Prescription drugs taken to control hypertension could actually boost blood pressure among patients as a result of a mismatch between a person's plasma renin activity (PRA) and the medication, a new study has revealed.

PRA is a measure of the activity of the plasma enzyme renin, which plays a major role in the body's regulation of blood pressure, thirst, and urine output. The study was conducted by a team of researchers at the Albert Einstein College of Medicine of Yeshiva University in New York.

The study, which appeared in the online edition of the American Journal of Hypertension, related to 945 residents of New York who took part in a program designed to control hypertension at the workplace that was carried out between 1981 and 1998.

Dr. Michael Alderman, a professor of epidemiology & population health at the Albert Einstein College, who led the research team, said that doctors are aware of a varied response to anti-blood pressure treatment whereby some patients show an elevation in the reading.

"The latter phenomenon is generally attributed to patients' failure to take their medications or to a random event. But these data show that it's not a random event," he says in a news release issued by the American Society of Hypertension.
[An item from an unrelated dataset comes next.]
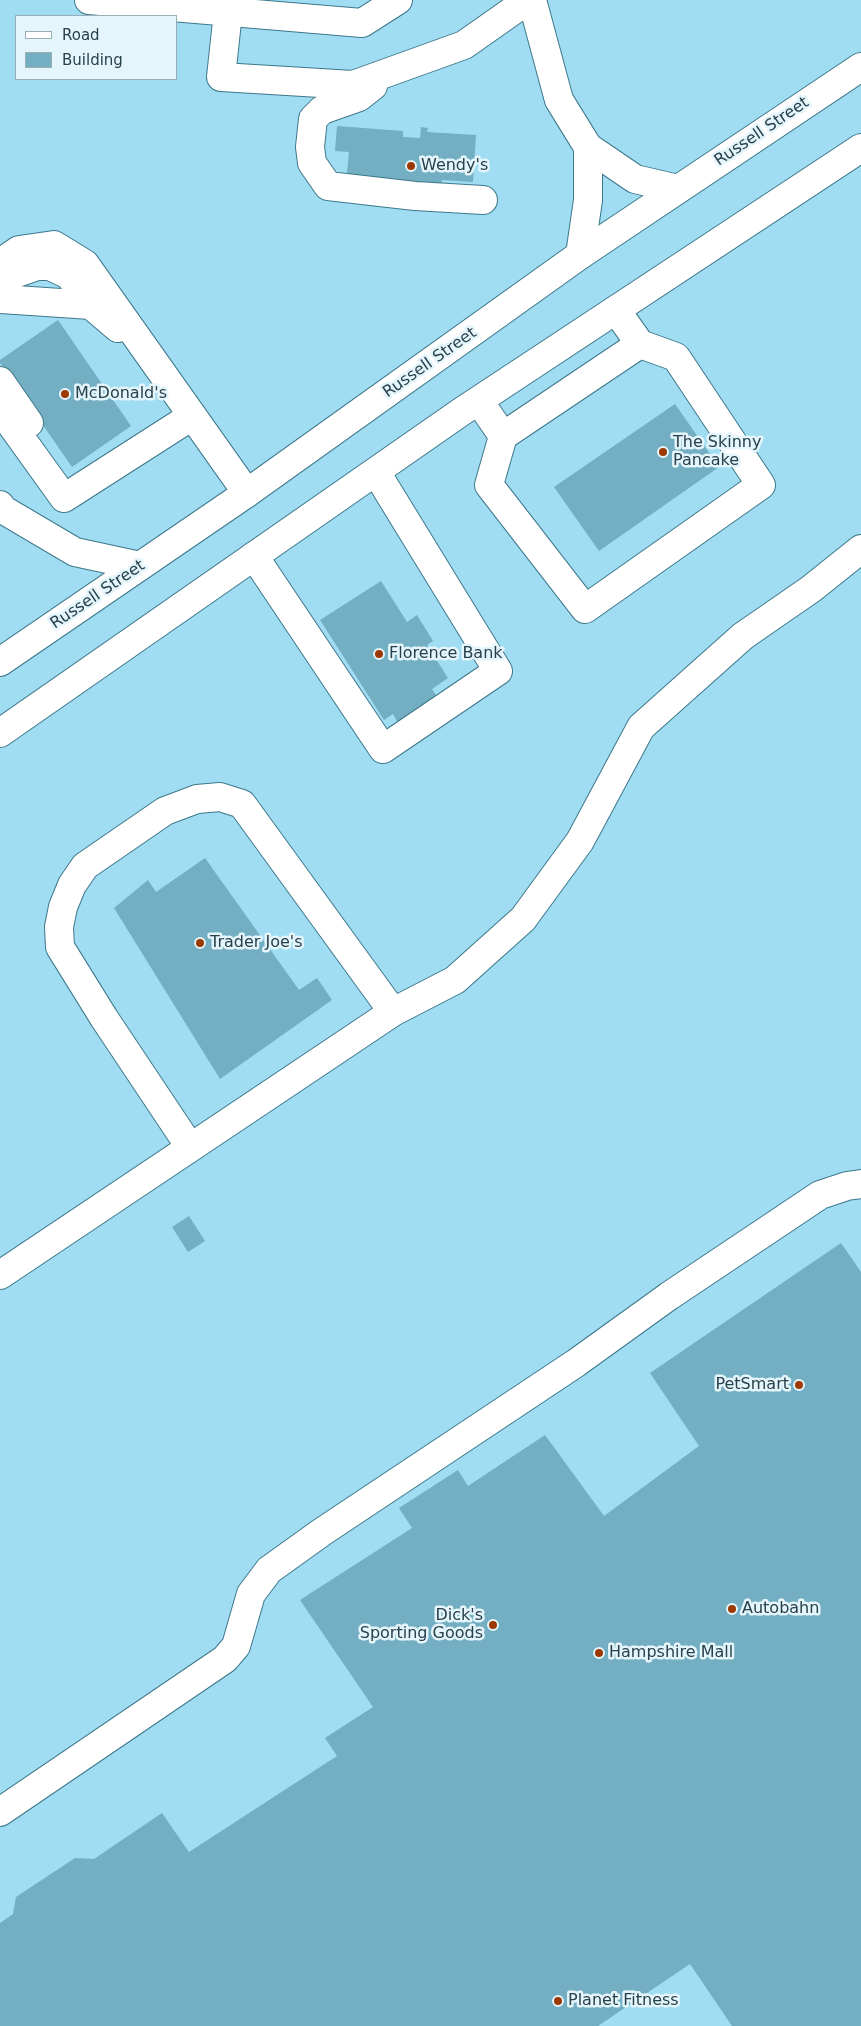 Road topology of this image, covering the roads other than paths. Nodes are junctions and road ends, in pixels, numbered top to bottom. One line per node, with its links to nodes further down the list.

The participants, none of whom had undergone treatment for hypertension prior to enrolling in the study but had systolic blood pressure, were prescribed either of two types of medications - a "V" drug to lower blood volume or an "R" drug to lower the kidney enzyme renin that is critical to blood pressure control.

After reviewing the data related to PRA and systolic blood pressure levels during the treatment, the researchers found that the PRA levels actually helped decided which of the two drug forms could result in a patient facing problems.

Patients who had low renin levels and took the "R" drug showed a spurt in blood pressure. More than 70 percent of the group of volunteers displayed a significant increase in blood pressure.

Our findings suggest that physicians should use renin levels to predict the most appropriate first drug for treating patients with hypertension. Our data indicate that patients with low PRA values are at highest risk of a clinically significant increase in systolic blood pressure when prescribed an R drug, the researchers said.

They concluded that tracking renin levels would be helpful among two groups of patients - those taking BP medications for the first time and those already on a regimen incorporating many anti-hypertension drugs.